More Harari: Themes
A couple of broad themes emerge in Harari's book: How did humans develop the capability to cooperate in large groups of strangers? And his answer: the social constructs, which he usually calls myths, that they develop. He exhibits and discusses two, each of far reaching historical and practical importance: The Code of Hammurabi (1776 BC), and the Declaration of Independence (1776).
He exhibits some samples:
(209) If a superior man strikes a woman of superior class and thereby causes her to miscarry her fetus, he shall weigh and deliver ten shekels of silver for her fetus.
(210) If that woman shall die, they shall kill his daughter.
Sound fair?
He has some problems with the Declaration too.
He notes:
'Cooperation' sounds very altruistic, but it is not always voluntary and seldom egalitarian. Most human cooperation networks have been geared towards oppression and exploitation. The peasants paid for the burgeoning cooperation networks with their precious food surpluses, despairing when the tax collector wiped out an entire year of hard labor with a single stroke of his imperial pen.

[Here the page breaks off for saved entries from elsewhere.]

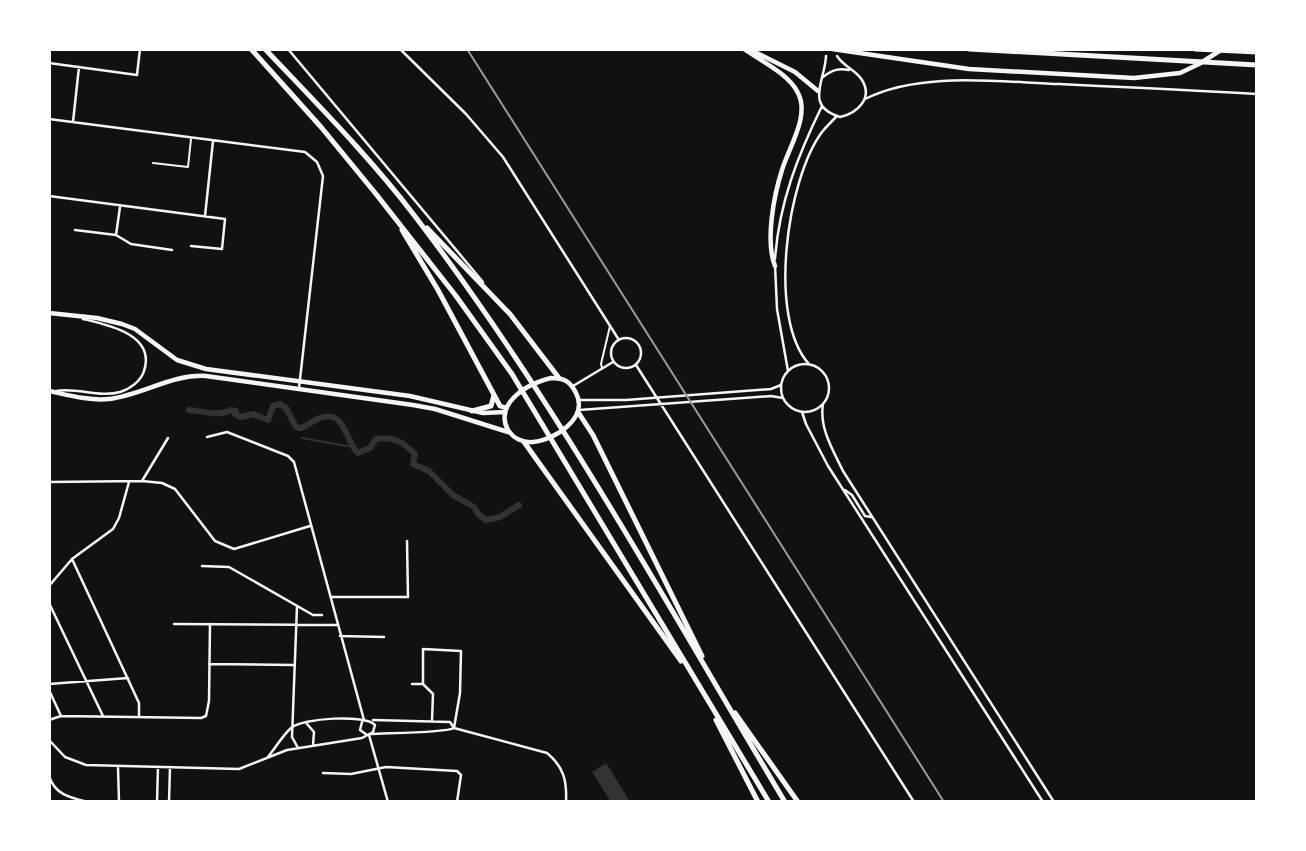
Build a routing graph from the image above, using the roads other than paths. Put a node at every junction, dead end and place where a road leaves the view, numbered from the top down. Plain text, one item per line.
1 (140, 49) edge
2 (251, 49) edge
3 (265, 49) edge
4 (288, 49) edge
5 (400, 49) edge
6 (746, 49) edge
7 (832, 49) edge
8 (969, 49) edge
9 (1195, 49) edge
10 (1222, 49) edge
11 (1257, 52) edge
12 (826, 56) dead end
13 (837, 56) dead end
14 (49, 63) edge
15 (1257, 65) edge
16 (79, 67) junction
17 (849, 70) junction
18 (823, 77) junction
19 (818, 91) junction
20 (1257, 94) edge
21 (865, 99) junction
22 (822, 106) junction
23 (838, 116) junction
24 (49, 119) edge
25 (73, 122) junction
26 (192, 138) junction
27 (214, 141) junction
28 (153, 163) dead end
29 (49, 196) edge
30 (120, 205) junction
31 (412, 213) junction
32 (205, 216) junction
33 (397, 220) junction
34 (75, 230) dead end
35 (116, 235) junction
36 (191, 246) dead end
37 (172, 250) dead end
38 (775, 266) junction
39 (49, 313) edge
40 (510, 314) junction
41 (77, 317) junction
42 (610, 325) junction
43 (619, 340) junction
44 (613, 362) junction
45 (809, 364) junction
46 (636, 365) junction
47 (602, 369) junction
48 (788, 371) junction
49 (559, 378) junction
50 (299, 380) junction
51 (781, 385) junction
52 (573, 386) junction
53 (299, 388) junction
54 (51, 391) edge
55 (494, 395) junction
56 (783, 398) junction
57 (580, 400) junction
58 (823, 404) junction
59 (506, 408) junction
60 (472, 411) junction
61 (802, 412) junction
62 (578, 413) junction
63 (508, 432) junction
64 (207, 437) dead end
65 (167, 438) dead end
66 (524, 442) junction
67 (142, 481) junction
68 (49, 482) edge
69 (129, 482) junction
70 (843, 488) junction
71 (872, 517) junction
72 (310, 526) junction
73 (408, 541) dead end
74 (72, 559) junction
75 (202, 566) dead end
76 (49, 586) edge
77 (331, 597) junction
78 (49, 603) edge
79 (297, 606) junction
80 (322, 615) dead end
81 (174, 624) dead end
82 (210, 624) junction
83 (296, 624) junction
84 (337, 625) junction
85 (340, 636) junction
86 (384, 637) dead end
87 (209, 664) junction
88 (294, 665) junction
89 (693, 675) junction
90 (128, 678) junction
91 (86, 681) junction
92 (49, 684) edge
93 (412, 684) dead end
94 (423, 684) junction
95 (49, 690) edge
96 (719, 692) junction
97 (61, 716) junction
98 (103, 716) junction
99 (139, 717) junction
100 (49, 720) edge
101 (364, 720) junction
102 (370, 720) junction
103 (432, 721) junction
104 (304, 722) junction
105 (292, 726) junction
106 (454, 728) junction
107 (368, 735) junction
108 (50, 741) edge
109 (313, 746) junction
110 (298, 748) junction
111 (267, 758) junction
112 (118, 766) junction
113 (158, 767) junction
114 (170, 767) junction
115 (379, 769) junction
116 (323, 773) dead end
117 (49, 776) edge
118 (88, 802) edge
119 (119, 802) edge
120 (157, 802) edge
121 (169, 802) edge
122 (388, 802) edge
123 (457, 802) edge
124 (566, 802) edge
125 (758, 802) edge
126 (769, 802) edge
127 (785, 802) edge
128 (798, 802) edge
129 (914, 802) edge
130 (1042, 802) edge
131 (1054, 802) edge

1 - 16 street
2 - 33 highway
3 - 31 highway
4 - 40 street
5 - 42 street
6 - 19 main road
6 - 38 main road
7 - 10 main road
8 - 15 highway
9 - 11 highway
12 - 18 street
13 - 17 street
14 - 16 street
16 - 25 street
17 - 18 street
17 - 21 street
18 - 19 street
19 - 22 street
20 - 21 street
21 - 23 street
22 - 23 street
22 - 38 street
23 - 45 street
24 - 25 street
25 - 26 street
26 - 27 street
26 - 28 lane
27 - 32 street
27 - 50 street
29 - 30 street
30 - 32 street
30 - 35 street
31 - 40 highway
31 - 96 highway
32 - 36 street
33 - 55 highway
33 - 89 highway
34 - 35 street
35 - 37 street
38 - 48 street
39 - 41 main road
40 - 49 highway
41 - 50 main road
41 - 54 street
42 - 43 street
42 - 47 lane
43 - 44 street
43 - 46 street
44 - 46 street
44 - 47 street
45 - 48 street
45 - 58 street
46 - 129 street
47 - 52 street
48 - 51 street
49 - 52 main road
49 - 59 main road
50 - 53 street
50 - 60 main road
51 - 56 street
51 - 57 street
52 - 57 main road
53 - 54 main road
53 - 63 main road
55 - 59 highway
55 - 60 highway
56 - 61 street
56 - 62 street
57 - 62 main road
58 - 61 street
58 - 71 street
59 - 60 main road
59 - 63 main road
61 - 70 street
62 - 66 main road
62 - 96 highway
63 - 66 main road
64 - 72 street
65 - 67 street
66 - 89 highway
67 - 69 street
67 - 72 street
68 - 69 street
69 - 74 street
70 - 71 street
70 - 130 street
71 - 131 street
72 - 77 street
73 - 77 street
74 - 76 street
74 - 90 street
75 - 79 street
77 - 84 street
78 - 91 street
79 - 80 street
79 - 83 street
81 - 82 street
82 - 83 street
82 - 87 street
83 - 84 street
83 - 88 street
84 - 85 street
85 - 86 street
85 - 101 street
87 - 88 street
87 - 99 street
88 - 105 street
89 - 125 highway
89 - 126 highway
90 - 91 street
90 - 99 street
91 - 92 street
91 - 98 street
93 - 94 street
94 - 103 street
94 - 106 street
95 - 97 street
96 - 127 highway
96 - 128 highway
97 - 98 street
97 - 100 street
98 - 99 street
101 - 102 street
101 - 104 street
101 - 107 street
102 - 103 street
102 - 107 street
103 - 106 street
104 - 105 street
104 - 109 street
105 - 110 street
105 - 111 street
106 - 107 street
106 - 124 street
107 - 109 street
107 - 115 street
108 - 112 street
109 - 110 street
110 - 111 street
111 - 114 street
112 - 113 street
112 - 119 street
113 - 114 street
113 - 120 street
114 - 121 street
115 - 116 street
115 - 122 street
115 - 123 street
117 - 118 street

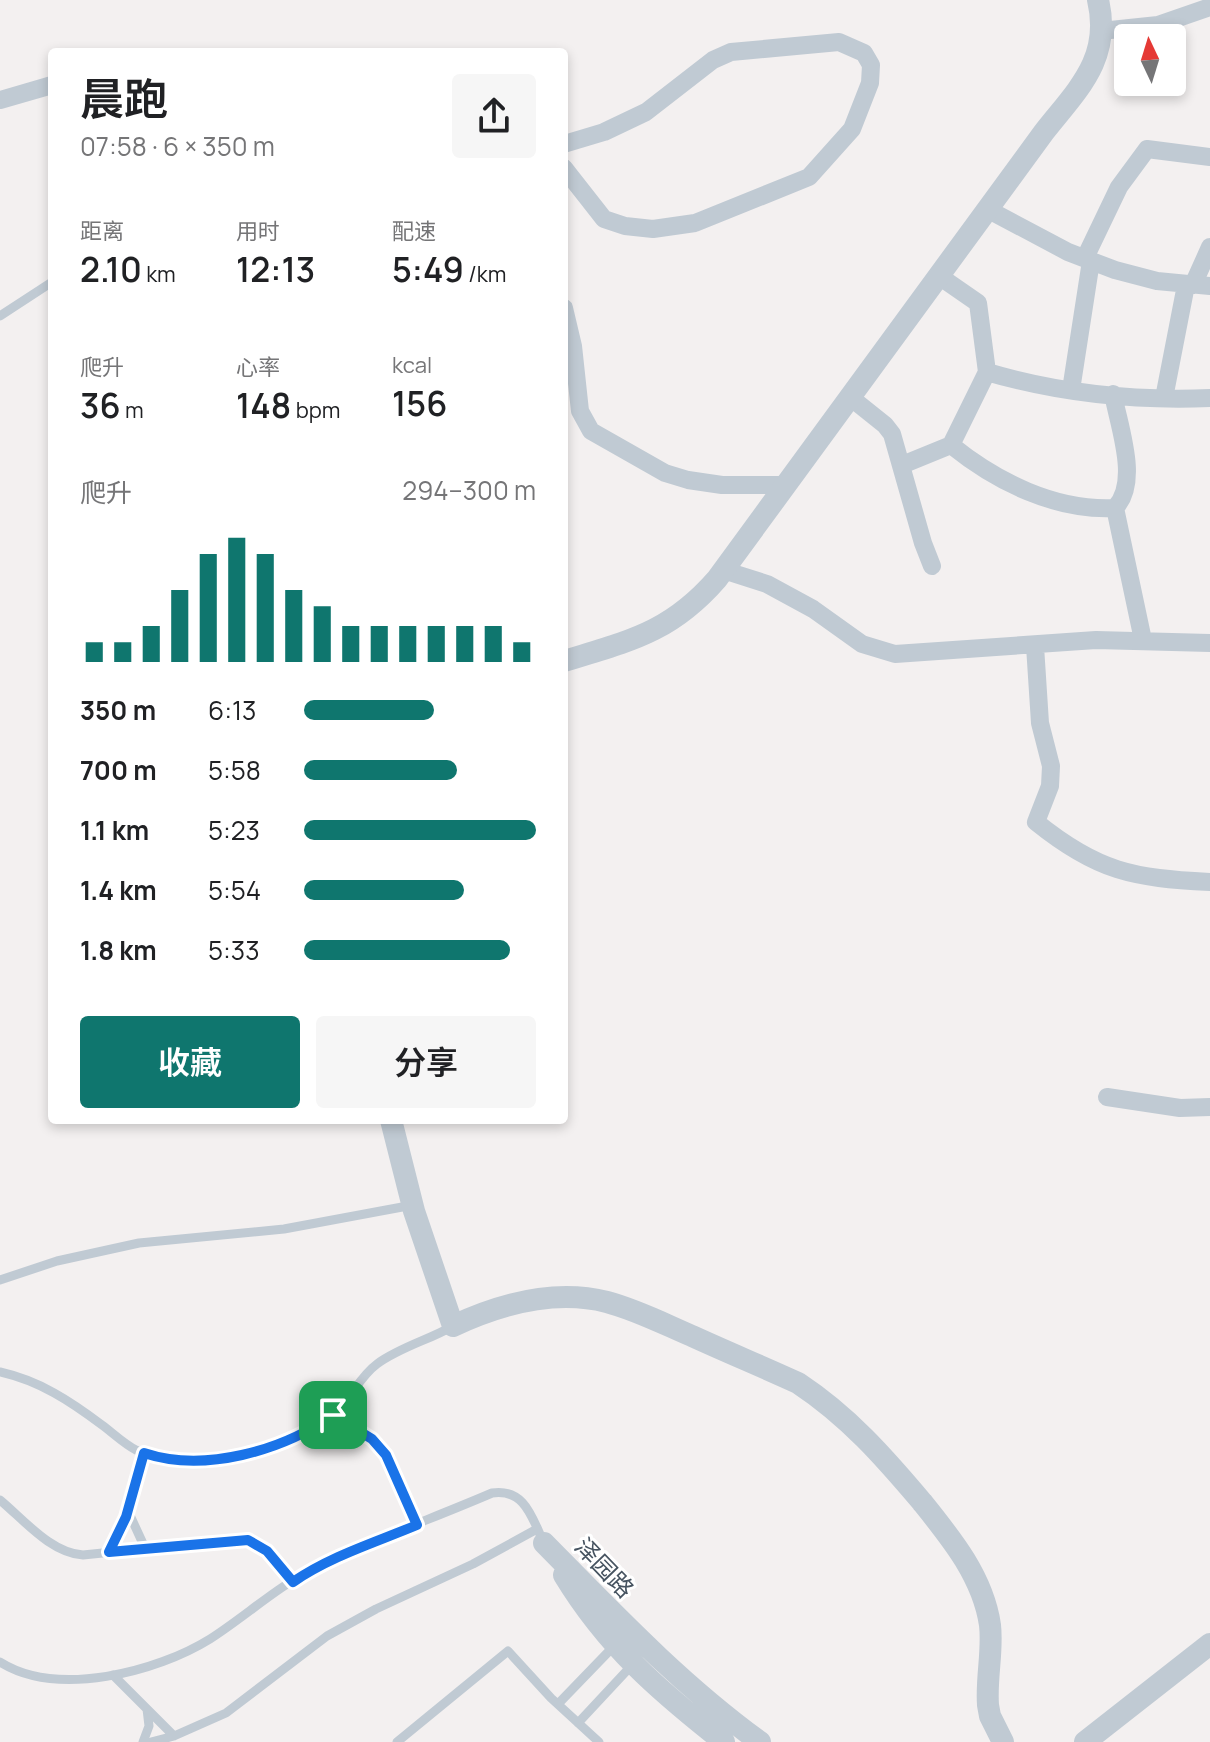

A subsidiary theme is how human life changed as humans 'progressed'. Agriculture compressed human spatial horizons, often to a single village, field and hut, but expanded his time horizons. Hunter gatherers don't worry much about the future because there isn't anything they can do about it. Farming is the opposite. Seeds need to be planted when they need to be planted and surpluses need to be stored. A hundred eventualities need to be prepared for.